Photo by Atiba Jefferson 2018

21世紀の電子バロック音楽!! ヴォーカルとチェンバロとノイズが交差するポップ・ミュージック

 前作『Garden Of Delete』(2015年)以降、アノーニとデヴィッド・バーンのプロデュース、FKAツイッグスとのコラボレーション、そして音楽を手掛けた映画「グッド・タイム」では、見事カンヌ映画祭最優秀サウンドトラック賞を受賞と、活動の場を拡張し続けているワンオートリックス・ポイント・ネヴァー(以下OPN)ことダニエル・ロパティン。

ONEOHTRIX POINT NEVER 『Age Of』 Warp/BEAT(2018)
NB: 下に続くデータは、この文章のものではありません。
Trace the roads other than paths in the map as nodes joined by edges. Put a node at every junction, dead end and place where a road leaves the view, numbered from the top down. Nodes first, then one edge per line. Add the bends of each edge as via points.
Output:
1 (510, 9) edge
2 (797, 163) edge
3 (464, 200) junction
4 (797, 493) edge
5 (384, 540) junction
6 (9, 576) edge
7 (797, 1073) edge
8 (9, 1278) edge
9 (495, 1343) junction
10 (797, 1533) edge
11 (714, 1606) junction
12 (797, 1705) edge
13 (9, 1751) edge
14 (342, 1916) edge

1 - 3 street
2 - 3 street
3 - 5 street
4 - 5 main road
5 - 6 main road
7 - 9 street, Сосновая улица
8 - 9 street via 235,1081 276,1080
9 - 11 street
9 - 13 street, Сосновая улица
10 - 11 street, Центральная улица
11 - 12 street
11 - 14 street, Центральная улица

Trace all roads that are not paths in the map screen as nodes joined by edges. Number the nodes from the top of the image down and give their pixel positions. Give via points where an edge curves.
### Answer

 待望の新作は、OPN名義の作品としては初めてゲストを招いたこと、そしてヴォーカル曲が増えたことの2点が最大の特徴であり聴きどころだ。そのヴォーカル・パートはOPN自身に、アノーニとホスピタル・プロダクションを主宰するドミニク・ファーナウことプルリエントも加わり、アルバムの約半数をヴォーカル曲が占め、牧歌的なOPNの歌メロが印象的な“Babylon”やアノーニの神々しさが際立つ“Same”など人間味を感じさせ、過去にないポップな作風に感じられる。とはいえほとんどの声がエフェクトやノイズで加工されているだけでなく、プルリエントと思われる禍々しい絶叫や、効果的に配されているチェンバロのサウンドが交じわることで生まれる複雑怪奇な様相はOPNらしさともいえるだろう。
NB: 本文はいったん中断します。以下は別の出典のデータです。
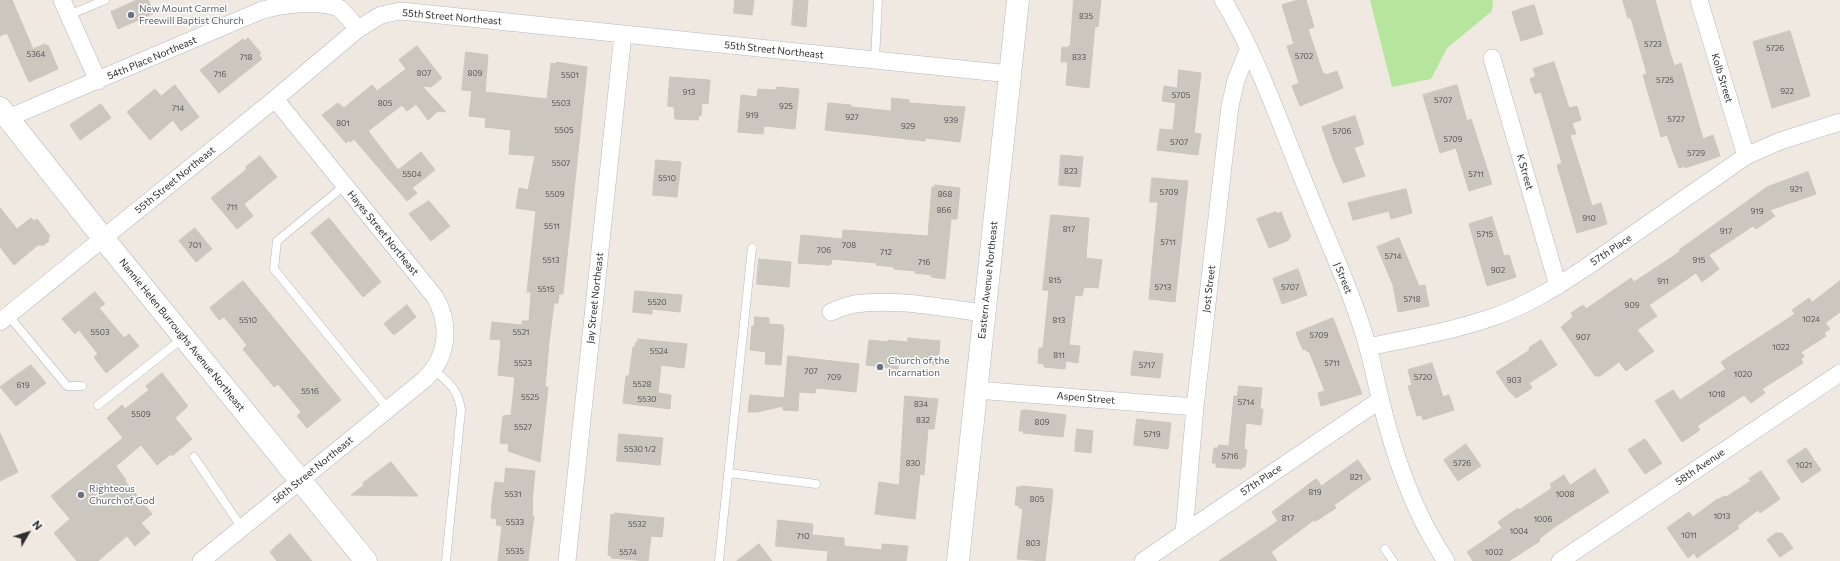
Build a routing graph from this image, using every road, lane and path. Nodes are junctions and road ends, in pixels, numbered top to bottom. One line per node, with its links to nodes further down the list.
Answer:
1 (105, 0): 8 (lane)
2 (878, 0): 13 (lane)
3 (1018, 0): 14 (main road, Eastern Avenue Northeast)
4 (1223, 0): 11 (street, J Street)
5 (1699, 0): 19 (street, Kolb Street)
6 (258, 5): 9 (street, 54th Place Northeast); 15 (street, 54th Place Northeast)
7 (411, 6): 9 (street, 55th Street Northeast); 10 (street, 55th Street Northeast)
8 (65, 7): 15 (street)
9 (358, 29): 16 (street, 55th Street Northeast)
10 (623, 34): 13 (street, 55th Street Northeast); 47 (street, Jay Street Northeast)
11 (1249, 48): 28 (street, J Street); 35 (street, Jost Street)
12 (1492, 58): 23 (street, K Street)
13 (874, 60): 14 (street, 55th Street Northeast)
14 (1010, 74): 25 (main road, Eastern Avenue Northeast)
15 (98, 81): 17 (street, 54th Place Northeast)
16 (275, 99): 20 (street, Hayes Street Northeast); 21 (street, 55th Street Northeast)
17 (3, 115): 21 (main road, Nannie Helen Burroughs Avenue Northeast)
18 (1840, 122): 19 (street, 57th Place)
19 (1746, 156): 23 (street, 57th Place)
20 (344, 186): 30 (street, Hayes Street Northeast); 36 (lane)
21 (103, 238): 26 (street, 55th Street Northeast); 27 (main road, Nannie Helen Burroughs Avenue Northeast)
22 (752, 248): 38 (lane)
23 (1558, 286): 28 (street, 57th Place)
24 (831, 312): 25 (street)
25 (984, 314): 32 (main road, Eastern Avenue Northeast)
26 (4, 319): 31 (lane)
27 (184, 337): 34 (lane); 39 (main road, Nannie Helen Burroughs Avenue Northeast)
28 (1368, 347): 33 (street, J Street)
29 (1840, 373): 53 (street, 58th Avenue)
30 (429, 374): 36 (street, 56th Street Northeast); 46 (lane)
31 (82, 386)
32 (976, 390): 35 (street, Aspen Street); 49 (main road, Eastern Avenue Northeast)
33 (1380, 400): 42 (street, 57th Place); 52 (street, J Street)
34 (98, 405)
35 (1195, 407): 42 (street, Jost Street)
36 (389, 410): 39 (street, 56th Street Northeast)
37 (194, 457): 41 (lane)
38 (729, 473): 40 (lane); 48 (lane)
39 (300, 480): 41 (street, 56th Street Northeast); 45 (main road, Nannie Helen Burroughs Avenue Northeast)
40 (816, 484)
41 (242, 528): 44 (street, 56th Street Northeast)
42 (1184, 533): 50 (street, 57th Place)
43 (1385, 549): 51 (lane)
44 (201, 561)
45 (366, 561)
46 (446, 561)
47 (567, 561)
48 (719, 561)
49 (958, 561)
50 (1143, 561)
51 (1393, 561)
52 (1446, 561)
53 (1560, 561)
 そんな混沌したサウンドをポップにまとめることに貢献しているのがジェイムス・ブレイク。3曲でキーボードもプレイしている彼がアルバム全体のミックスを任され、自身の作品とオーバーラップする多彩なヴォーカルのアレンジや、仄暗く奇妙な音使いをしながら曲をポップに彩る巧みな手捌きがここでもいかされている。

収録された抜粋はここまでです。